• **Activity**:
Locate the word "points" in the data below, then copy every line that holds it.

• **Dataset**:
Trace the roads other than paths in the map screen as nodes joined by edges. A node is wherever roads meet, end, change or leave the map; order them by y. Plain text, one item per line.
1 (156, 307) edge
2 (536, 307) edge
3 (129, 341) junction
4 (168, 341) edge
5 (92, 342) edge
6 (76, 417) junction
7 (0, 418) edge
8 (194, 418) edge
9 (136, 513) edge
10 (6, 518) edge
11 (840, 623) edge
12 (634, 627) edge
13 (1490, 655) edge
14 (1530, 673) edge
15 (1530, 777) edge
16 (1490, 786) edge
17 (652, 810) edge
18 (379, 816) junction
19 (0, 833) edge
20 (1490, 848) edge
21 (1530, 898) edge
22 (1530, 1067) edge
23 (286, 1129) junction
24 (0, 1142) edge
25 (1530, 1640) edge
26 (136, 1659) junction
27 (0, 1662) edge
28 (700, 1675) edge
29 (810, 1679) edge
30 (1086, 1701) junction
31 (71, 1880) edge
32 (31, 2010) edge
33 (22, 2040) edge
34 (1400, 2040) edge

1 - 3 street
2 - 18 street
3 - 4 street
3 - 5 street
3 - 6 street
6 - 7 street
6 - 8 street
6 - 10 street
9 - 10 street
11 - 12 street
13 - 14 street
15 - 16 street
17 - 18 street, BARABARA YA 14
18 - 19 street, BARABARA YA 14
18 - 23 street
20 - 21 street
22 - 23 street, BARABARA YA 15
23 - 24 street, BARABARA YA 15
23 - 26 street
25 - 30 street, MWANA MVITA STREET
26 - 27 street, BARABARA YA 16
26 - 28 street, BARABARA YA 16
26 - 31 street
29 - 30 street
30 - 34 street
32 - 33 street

* * *

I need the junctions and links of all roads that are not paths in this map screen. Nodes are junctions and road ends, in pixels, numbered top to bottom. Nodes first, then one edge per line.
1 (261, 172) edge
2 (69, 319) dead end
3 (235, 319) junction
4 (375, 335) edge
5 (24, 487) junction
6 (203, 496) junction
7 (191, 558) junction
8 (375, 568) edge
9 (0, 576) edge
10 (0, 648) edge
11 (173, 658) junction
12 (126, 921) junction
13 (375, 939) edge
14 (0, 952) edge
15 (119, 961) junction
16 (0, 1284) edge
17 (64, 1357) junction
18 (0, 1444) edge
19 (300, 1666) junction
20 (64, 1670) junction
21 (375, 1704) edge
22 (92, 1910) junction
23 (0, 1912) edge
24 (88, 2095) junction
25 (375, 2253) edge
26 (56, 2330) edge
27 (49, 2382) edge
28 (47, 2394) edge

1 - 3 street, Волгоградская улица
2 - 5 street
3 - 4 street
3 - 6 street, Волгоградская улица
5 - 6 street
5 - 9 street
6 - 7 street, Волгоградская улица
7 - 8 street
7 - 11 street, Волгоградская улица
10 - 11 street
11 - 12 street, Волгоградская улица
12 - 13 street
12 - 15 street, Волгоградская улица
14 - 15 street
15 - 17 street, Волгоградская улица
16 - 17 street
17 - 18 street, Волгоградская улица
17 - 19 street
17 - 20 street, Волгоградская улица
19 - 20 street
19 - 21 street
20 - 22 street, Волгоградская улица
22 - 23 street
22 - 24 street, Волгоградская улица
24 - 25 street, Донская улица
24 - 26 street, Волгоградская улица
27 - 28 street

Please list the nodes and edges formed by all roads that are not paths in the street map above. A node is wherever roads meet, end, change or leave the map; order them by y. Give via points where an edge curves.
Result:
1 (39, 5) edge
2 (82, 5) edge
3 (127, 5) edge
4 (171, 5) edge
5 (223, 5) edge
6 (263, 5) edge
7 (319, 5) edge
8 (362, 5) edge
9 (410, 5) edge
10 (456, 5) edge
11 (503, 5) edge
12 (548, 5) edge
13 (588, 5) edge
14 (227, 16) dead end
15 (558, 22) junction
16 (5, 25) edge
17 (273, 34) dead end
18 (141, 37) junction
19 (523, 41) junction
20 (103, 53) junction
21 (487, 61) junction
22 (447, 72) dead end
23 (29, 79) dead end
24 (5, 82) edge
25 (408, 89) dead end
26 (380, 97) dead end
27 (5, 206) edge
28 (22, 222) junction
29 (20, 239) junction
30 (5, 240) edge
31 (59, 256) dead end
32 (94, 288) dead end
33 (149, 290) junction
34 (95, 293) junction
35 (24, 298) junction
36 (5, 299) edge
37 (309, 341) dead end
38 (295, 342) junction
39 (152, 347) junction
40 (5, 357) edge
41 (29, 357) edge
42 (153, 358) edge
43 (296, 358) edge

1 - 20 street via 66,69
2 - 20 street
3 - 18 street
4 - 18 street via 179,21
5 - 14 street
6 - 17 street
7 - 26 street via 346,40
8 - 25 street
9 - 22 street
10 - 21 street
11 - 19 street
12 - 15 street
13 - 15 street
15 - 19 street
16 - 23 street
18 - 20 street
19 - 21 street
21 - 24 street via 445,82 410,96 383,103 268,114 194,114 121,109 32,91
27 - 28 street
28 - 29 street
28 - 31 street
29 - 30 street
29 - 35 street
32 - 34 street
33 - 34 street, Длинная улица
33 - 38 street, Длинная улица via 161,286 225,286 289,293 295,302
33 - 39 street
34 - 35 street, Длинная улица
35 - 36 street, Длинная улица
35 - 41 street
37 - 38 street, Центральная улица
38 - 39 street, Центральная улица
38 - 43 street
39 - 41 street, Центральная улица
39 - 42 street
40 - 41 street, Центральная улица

---

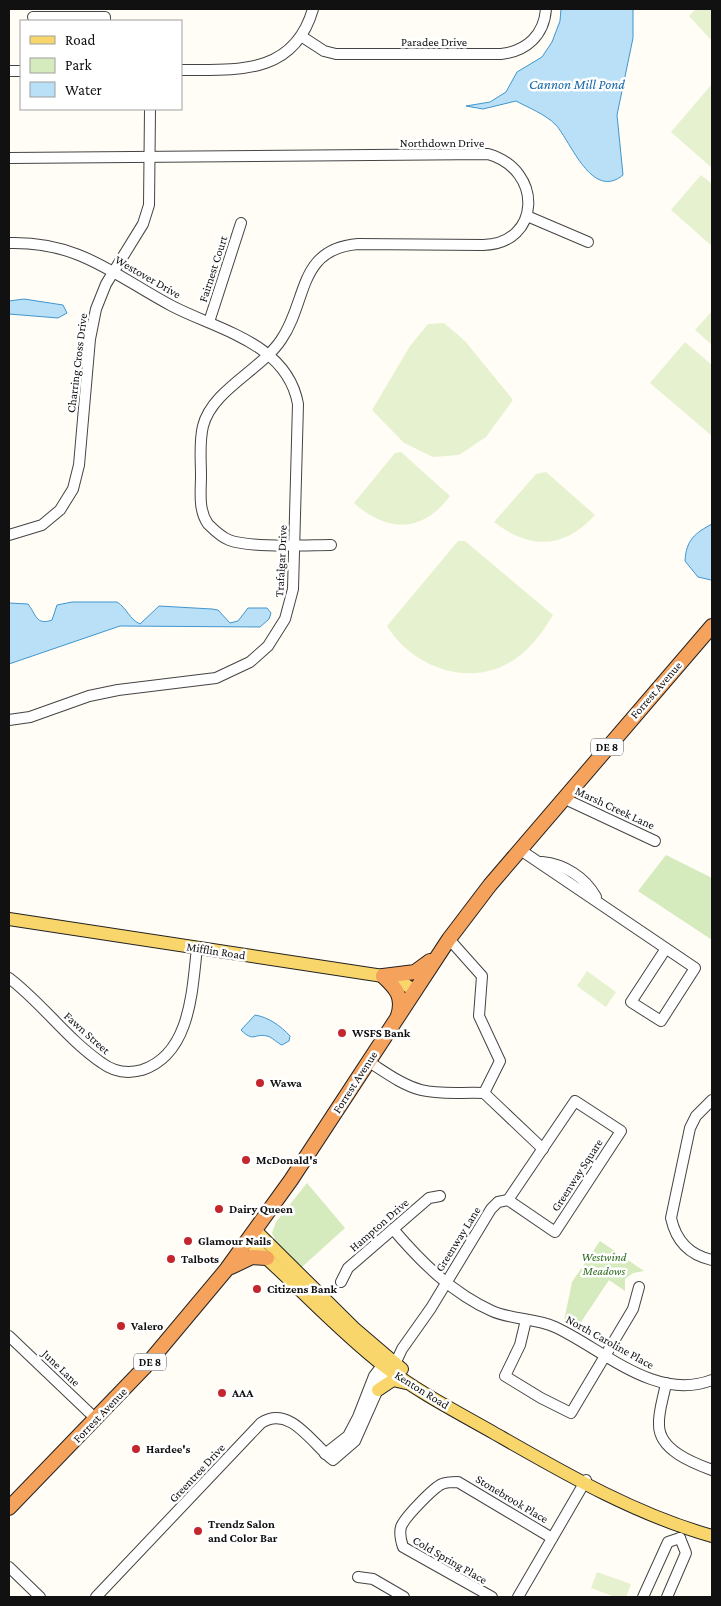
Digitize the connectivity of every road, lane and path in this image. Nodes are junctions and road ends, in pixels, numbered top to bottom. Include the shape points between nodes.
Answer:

• **Expected answer**:
Please list the nodes and edges formed by all roads that are not paths in the street map above. A node is wherever roads meet, end, change or leave the map; order them by y. Give via points where an edge curves.
Digitize the connectivity of every road, lane and path in this image. Nodes are junctions and road ends, in pixels, numbered top to bottom. Include the shape points between nodes.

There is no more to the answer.